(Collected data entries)
==================================================

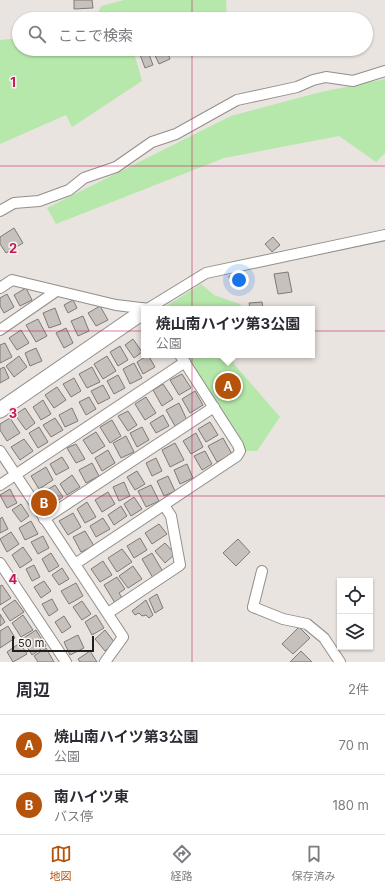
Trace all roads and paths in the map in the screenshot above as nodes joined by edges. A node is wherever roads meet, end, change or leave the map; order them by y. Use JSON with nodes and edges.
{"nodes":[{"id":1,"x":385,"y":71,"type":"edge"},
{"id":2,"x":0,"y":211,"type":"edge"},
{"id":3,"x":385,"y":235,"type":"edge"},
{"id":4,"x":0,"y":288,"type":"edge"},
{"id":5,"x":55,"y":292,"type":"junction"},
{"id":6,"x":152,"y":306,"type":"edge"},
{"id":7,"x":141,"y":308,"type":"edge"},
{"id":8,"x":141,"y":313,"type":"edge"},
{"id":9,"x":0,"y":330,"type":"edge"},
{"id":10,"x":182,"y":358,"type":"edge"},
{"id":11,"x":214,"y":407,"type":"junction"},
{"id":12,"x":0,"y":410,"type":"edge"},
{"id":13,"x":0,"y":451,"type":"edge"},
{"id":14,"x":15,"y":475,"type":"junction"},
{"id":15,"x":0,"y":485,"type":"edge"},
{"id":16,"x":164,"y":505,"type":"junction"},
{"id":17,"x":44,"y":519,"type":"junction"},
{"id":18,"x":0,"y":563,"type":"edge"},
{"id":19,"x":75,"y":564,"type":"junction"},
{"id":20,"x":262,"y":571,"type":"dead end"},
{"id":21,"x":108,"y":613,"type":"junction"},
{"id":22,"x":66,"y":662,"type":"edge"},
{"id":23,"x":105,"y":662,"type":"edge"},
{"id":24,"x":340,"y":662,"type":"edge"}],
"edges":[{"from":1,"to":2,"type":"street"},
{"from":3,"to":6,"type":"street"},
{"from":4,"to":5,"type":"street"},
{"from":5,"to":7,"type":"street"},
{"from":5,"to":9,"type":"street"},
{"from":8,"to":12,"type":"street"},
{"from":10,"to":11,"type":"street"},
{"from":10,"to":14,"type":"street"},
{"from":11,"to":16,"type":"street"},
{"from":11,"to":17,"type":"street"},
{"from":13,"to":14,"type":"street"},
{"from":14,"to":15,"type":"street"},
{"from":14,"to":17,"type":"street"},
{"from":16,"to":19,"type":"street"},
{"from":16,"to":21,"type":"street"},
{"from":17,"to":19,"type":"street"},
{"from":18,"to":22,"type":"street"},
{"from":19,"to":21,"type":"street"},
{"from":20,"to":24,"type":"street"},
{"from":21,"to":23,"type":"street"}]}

==================================================

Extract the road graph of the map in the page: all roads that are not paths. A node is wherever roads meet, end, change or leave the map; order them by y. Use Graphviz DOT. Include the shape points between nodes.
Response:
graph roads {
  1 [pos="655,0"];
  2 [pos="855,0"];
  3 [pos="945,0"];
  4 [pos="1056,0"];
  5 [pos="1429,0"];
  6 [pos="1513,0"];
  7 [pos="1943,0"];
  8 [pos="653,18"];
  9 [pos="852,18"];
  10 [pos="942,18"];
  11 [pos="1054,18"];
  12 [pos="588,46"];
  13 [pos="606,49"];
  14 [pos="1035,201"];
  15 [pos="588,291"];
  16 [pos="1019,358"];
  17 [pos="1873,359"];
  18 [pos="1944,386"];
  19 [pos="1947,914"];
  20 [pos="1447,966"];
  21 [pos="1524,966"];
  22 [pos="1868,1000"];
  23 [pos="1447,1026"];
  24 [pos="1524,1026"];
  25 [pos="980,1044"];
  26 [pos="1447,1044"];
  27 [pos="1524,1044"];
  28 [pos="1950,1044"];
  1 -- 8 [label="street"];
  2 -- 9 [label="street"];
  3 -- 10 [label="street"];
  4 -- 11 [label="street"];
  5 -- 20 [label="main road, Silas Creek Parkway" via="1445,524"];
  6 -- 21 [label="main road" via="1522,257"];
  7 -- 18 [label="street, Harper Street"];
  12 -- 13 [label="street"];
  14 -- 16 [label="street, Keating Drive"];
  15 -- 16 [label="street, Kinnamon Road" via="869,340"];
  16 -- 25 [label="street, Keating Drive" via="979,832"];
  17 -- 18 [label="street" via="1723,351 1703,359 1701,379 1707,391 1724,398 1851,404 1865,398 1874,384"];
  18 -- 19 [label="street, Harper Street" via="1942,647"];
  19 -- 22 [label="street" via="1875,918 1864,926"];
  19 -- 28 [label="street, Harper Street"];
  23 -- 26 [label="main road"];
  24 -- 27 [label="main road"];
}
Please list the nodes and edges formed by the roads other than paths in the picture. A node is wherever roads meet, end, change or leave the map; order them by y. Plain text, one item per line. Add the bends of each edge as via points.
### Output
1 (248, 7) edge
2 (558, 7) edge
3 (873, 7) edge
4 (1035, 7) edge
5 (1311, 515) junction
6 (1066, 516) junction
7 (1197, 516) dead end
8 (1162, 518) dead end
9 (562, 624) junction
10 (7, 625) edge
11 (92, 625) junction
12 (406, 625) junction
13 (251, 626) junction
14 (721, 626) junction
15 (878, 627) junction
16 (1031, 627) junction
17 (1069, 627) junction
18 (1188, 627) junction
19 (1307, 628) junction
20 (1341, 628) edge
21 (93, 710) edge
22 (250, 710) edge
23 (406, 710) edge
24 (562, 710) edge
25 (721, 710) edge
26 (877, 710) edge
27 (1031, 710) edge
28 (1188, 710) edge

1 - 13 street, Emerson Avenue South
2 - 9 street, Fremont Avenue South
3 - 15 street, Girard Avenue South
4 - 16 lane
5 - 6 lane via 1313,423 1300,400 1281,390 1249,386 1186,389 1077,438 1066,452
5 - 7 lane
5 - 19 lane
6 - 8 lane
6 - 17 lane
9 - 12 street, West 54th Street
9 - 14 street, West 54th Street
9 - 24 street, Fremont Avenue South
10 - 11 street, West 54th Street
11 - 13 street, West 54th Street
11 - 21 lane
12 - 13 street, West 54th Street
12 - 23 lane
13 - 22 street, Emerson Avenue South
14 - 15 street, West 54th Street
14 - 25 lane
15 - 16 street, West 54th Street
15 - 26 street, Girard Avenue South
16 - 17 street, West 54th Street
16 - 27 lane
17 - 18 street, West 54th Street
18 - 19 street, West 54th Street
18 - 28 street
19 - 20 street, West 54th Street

==================================================

> _Try it_
Only the lines above starting at the line that holds "Extract the road" and ending at the line that holds "Please list the" are to be repeated, exactly and in full.

> _Written solution_
Extract the road graph of the map in the page: all roads that are not paths. A node is wherever roads meet, end, change or leave the map; order them by y. Use Graphviz DOT. Include the shape points between nodes.
Response:
graph roads {
  1 [pos="655,0"];
  2 [pos="855,0"];
  3 [pos="945,0"];
  4 [pos="1056,0"];
  5 [pos="1429,0"];
  6 [pos="1513,0"];
  7 [pos="1943,0"];
  8 [pos="653,18"];
  9 [pos="852,18"];
  10 [pos="942,18"];
  11 [pos="1054,18"];
  12 [pos="588,46"];
  13 [pos="606,49"];
  14 [pos="1035,201"];
  15 [pos="588,291"];
  16 [pos="1019,358"];
  17 [pos="1873,359"];
  18 [pos="1944,386"];
  19 [pos="1947,914"];
  20 [pos="1447,966"];
  21 [pos="1524,966"];
  22 [pos="1868,1000"];
  23 [pos="1447,1026"];
  24 [pos="1524,1026"];
  25 [pos="980,1044"];
  26 [pos="1447,1044"];
  27 [pos="1524,1044"];
  28 [pos="1950,1044"];
  1 -- 8 [label="street"];
  2 -- 9 [label="street"];
  3 -- 10 [label="street"];
  4 -- 11 [label="street"];
  5 -- 20 [label="main road, Silas Creek Parkway" via="1445,524"];
  6 -- 21 [label="main road" via="1522,257"];
  7 -- 18 [label="street, Harper Street"];
  12 -- 13 [label="street"];
  14 -- 16 [label="street, Keating Drive"];
  15 -- 16 [label="street, Kinnamon Road" via="869,340"];
  16 -- 25 [label="street, Keating Drive" via="979,832"];
  17 -- 18 [label="street" via="1723,351 1703,359 1701,379 1707,391 1724,398 1851,404 1865,398 1874,384"];
  18 -- 19 [label="street, Harper Street" via="1942,647"];
  19 -- 22 [label="street" via="1875,918 1864,926"];
  19 -- 28 [label="street, Harper Street"];
  23 -- 26 [label="main road"];
  24 -- 27 [label="main road"];
}
Please list the nodes and edges formed by the roads other than paths in the picture. A node is wherever roads meet, end, change or leave the map; order them by y. Plain text, one item per line. Add the bends of each edge as via points.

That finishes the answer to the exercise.